··· Data shown ···

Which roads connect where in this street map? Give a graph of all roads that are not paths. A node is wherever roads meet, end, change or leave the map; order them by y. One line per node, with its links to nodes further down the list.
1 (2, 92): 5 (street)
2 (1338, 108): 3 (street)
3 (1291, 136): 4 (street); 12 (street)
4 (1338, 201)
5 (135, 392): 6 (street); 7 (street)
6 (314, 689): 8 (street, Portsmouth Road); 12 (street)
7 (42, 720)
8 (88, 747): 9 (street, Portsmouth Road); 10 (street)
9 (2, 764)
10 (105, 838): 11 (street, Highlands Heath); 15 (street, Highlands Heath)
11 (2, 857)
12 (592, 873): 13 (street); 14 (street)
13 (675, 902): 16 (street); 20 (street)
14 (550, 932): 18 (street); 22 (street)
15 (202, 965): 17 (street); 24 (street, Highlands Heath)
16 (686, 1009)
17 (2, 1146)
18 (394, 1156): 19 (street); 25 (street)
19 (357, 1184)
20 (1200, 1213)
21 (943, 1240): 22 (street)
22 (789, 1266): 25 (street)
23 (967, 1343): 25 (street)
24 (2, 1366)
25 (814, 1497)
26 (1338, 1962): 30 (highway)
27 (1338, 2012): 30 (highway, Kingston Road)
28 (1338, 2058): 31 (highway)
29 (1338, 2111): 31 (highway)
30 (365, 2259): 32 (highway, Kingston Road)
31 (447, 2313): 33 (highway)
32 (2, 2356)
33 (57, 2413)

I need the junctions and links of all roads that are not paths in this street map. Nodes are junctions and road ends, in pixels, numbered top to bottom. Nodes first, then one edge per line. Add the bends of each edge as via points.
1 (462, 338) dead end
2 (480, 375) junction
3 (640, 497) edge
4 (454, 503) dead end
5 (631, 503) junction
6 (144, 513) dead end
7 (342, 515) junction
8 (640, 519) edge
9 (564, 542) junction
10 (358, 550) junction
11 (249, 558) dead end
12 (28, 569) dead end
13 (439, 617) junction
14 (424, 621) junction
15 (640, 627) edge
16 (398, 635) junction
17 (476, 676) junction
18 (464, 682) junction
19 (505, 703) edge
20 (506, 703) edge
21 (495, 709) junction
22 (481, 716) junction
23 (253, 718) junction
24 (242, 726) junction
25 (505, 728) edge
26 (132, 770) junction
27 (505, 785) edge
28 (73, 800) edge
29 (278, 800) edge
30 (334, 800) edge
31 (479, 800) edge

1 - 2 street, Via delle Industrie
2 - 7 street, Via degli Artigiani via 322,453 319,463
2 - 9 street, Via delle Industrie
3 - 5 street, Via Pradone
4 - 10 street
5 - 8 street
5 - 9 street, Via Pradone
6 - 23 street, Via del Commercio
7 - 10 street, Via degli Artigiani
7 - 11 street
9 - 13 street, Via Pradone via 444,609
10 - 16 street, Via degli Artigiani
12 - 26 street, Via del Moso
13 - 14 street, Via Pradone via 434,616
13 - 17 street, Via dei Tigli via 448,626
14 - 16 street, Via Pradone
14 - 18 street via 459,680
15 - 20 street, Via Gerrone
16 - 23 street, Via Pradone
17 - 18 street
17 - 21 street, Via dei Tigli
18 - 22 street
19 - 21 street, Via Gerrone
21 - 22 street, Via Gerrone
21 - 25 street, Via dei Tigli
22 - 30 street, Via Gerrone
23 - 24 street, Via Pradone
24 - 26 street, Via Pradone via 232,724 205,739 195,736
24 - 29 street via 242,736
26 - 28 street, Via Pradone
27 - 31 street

···

Task brief:
Each record, from first to last, should be returned verbatim.

Solution for this task:
Which roads connect where in this street map? Give a graph of all roads that are not paths. A node is wherever roads meet, end, change or leave the map; order them by y. One line per node, with its links to nodes further down the list.
1 (2, 92): 5 (street)
2 (1338, 108): 3 (street)
3 (1291, 136): 4 (street); 12 (street)
4 (1338, 201)
5 (135, 392): 6 (street); 7 (street)
6 (314, 689): 8 (street, Portsmouth Road); 12 (street)
7 (42, 720)
8 (88, 747): 9 (street, Portsmouth Road); 10 (street)
9 (2, 764)
10 (105, 838): 11 (street, Highlands Heath); 15 (street, Highlands Heath)
11 (2, 857)
12 (592, 873): 13 (street); 14 (street)
13 (675, 902): 16 (street); 20 (street)
14 (550, 932): 18 (street); 22 (street)
15 (202, 965): 17 (street); 24 (street, Highlands Heath)
16 (686, 1009)
17 (2, 1146)
18 (394, 1156): 19 (street); 25 (street)
19 (357, 1184)
20 (1200, 1213)
21 (943, 1240): 22 (street)
22 (789, 1266): 25 (street)
23 (967, 1343): 25 (street)
24 (2, 1366)
25 (814, 1497)
26 (1338, 1962): 30 (highway)
27 (1338, 2012): 30 (highway, Kingston Road)
28 (1338, 2058): 31 (highway)
29 (1338, 2111): 31 (highway)
30 (365, 2259): 32 (highway, Kingston Road)
31 (447, 2313): 33 (highway)
32 (2, 2356)
33 (57, 2413)

I need the junctions and links of all roads that are not paths in this street map. Nodes are junctions and road ends, in pixels, numbered top to bottom. Nodes first, then one edge per line. Add the bends of each edge as via points.
1 (462, 338) dead end
2 (480, 375) junction
3 (640, 497) edge
4 (454, 503) dead end
5 (631, 503) junction
6 (144, 513) dead end
7 (342, 515) junction
8 (640, 519) edge
9 (564, 542) junction
10 (358, 550) junction
11 (249, 558) dead end
12 (28, 569) dead end
13 (439, 617) junction
14 (424, 621) junction
15 (640, 627) edge
16 (398, 635) junction
17 (476, 676) junction
18 (464, 682) junction
19 (505, 703) edge
20 (506, 703) edge
21 (495, 709) junction
22 (481, 716) junction
23 (253, 718) junction
24 (242, 726) junction
25 (505, 728) edge
26 (132, 770) junction
27 (505, 785) edge
28 (73, 800) edge
29 (278, 800) edge
30 (334, 800) edge
31 (479, 800) edge

1 - 2 street, Via delle Industrie
2 - 7 street, Via degli Artigiani via 322,453 319,463
2 - 9 street, Via delle Industrie
3 - 5 street, Via Pradone
4 - 10 street
5 - 8 street
5 - 9 street, Via Pradone
6 - 23 street, Via del Commercio
7 - 10 street, Via degli Artigiani
7 - 11 street
9 - 13 street, Via Pradone via 444,609
10 - 16 street, Via degli Artigiani
12 - 26 street, Via del Moso
13 - 14 street, Via Pradone via 434,616
13 - 17 street, Via dei Tigli via 448,626
14 - 16 street, Via Pradone
14 - 18 street via 459,680
15 - 20 street, Via Gerrone
16 - 23 street, Via Pradone
17 - 18 street
17 - 21 street, Via dei Tigli
18 - 22 street
19 - 21 street, Via Gerrone
21 - 22 street, Via Gerrone
21 - 25 street, Via dei Tigli
22 - 30 street, Via Gerrone
23 - 24 street, Via Pradone
24 - 26 street, Via Pradone via 232,724 205,739 195,736
24 - 29 street via 242,736
26 - 28 street, Via Pradone
27 - 31 street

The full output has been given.